> **Task description**
Please reproduce all the records exactly while leaving out their pictures.

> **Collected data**
==============================

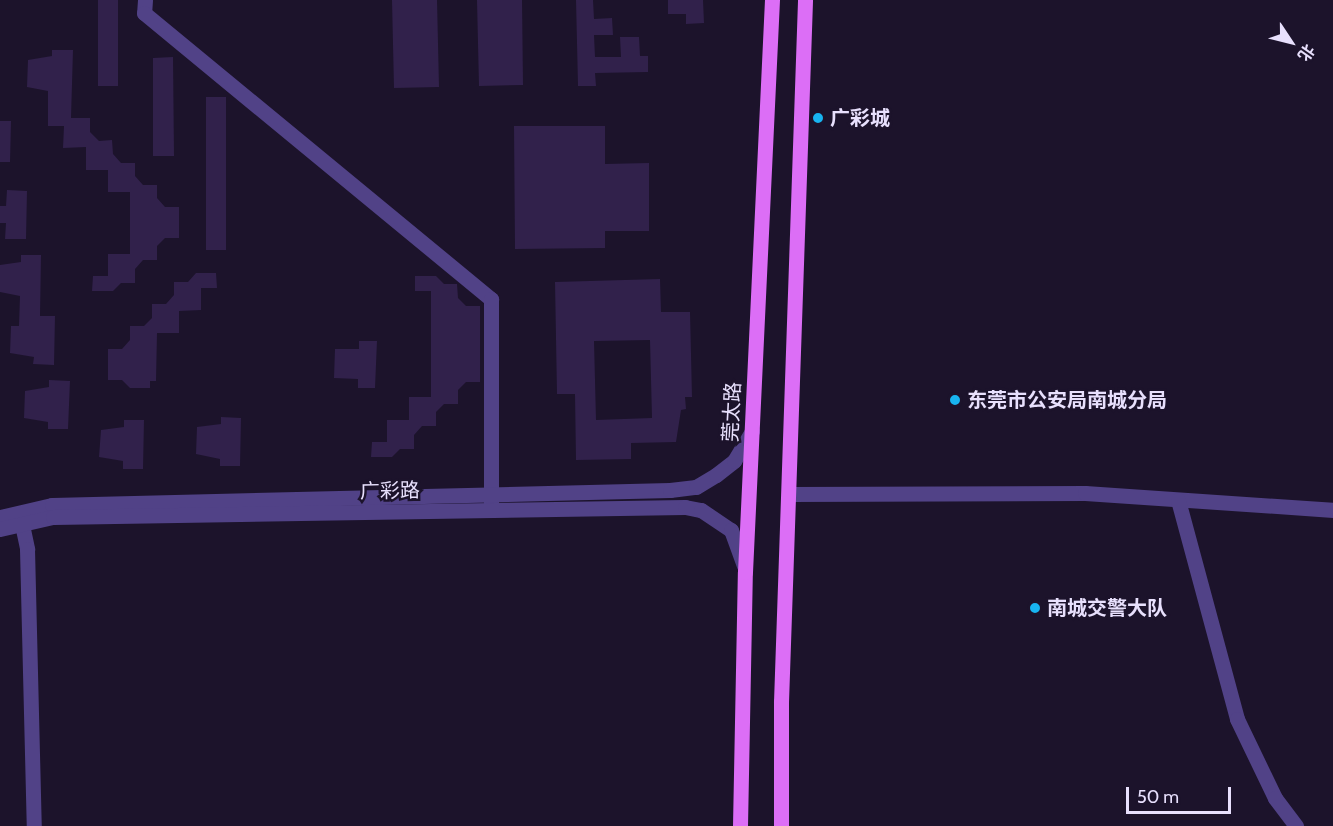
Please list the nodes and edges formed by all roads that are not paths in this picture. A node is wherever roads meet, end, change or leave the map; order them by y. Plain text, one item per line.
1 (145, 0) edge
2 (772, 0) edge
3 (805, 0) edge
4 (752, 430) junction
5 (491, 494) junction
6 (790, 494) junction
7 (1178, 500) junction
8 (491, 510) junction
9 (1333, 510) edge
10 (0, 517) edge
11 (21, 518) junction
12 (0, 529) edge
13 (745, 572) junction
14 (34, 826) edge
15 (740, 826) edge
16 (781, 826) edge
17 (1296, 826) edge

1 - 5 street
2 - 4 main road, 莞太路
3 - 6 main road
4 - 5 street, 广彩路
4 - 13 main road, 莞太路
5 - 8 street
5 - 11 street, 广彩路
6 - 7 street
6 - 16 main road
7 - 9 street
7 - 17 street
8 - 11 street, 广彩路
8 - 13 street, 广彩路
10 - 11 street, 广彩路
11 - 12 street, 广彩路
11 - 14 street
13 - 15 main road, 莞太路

==============================

> **Expected answer**
Please list the nodes and edges formed by all roads that are not paths in this picture. A node is wherever roads meet, end, change or leave the map; order them by y. Plain text, one item per line.
1 (145, 0) edge
2 (772, 0) edge
3 (805, 0) edge
4 (752, 430) junction
5 (491, 494) junction
6 (790, 494) junction
7 (1178, 500) junction
8 (491, 510) junction
9 (1333, 510) edge
10 (0, 517) edge
11 (21, 518) junction
12 (0, 529) edge
13 (745, 572) junction
14 (34, 826) edge
15 (740, 826) edge
16 (781, 826) edge
17 (1296, 826) edge

1 - 5 street
2 - 4 main road, 莞太路
3 - 6 main road
4 - 5 street, 广彩路
4 - 13 main road, 莞太路
5 - 8 street
5 - 11 street, 广彩路
6 - 7 street
6 - 16 main road
7 - 9 street
7 - 17 street
8 - 11 street, 广彩路
8 - 13 street, 广彩路
10 - 11 street, 广彩路
11 - 12 street, 广彩路
11 - 14 street
13 - 15 main road, 莞太路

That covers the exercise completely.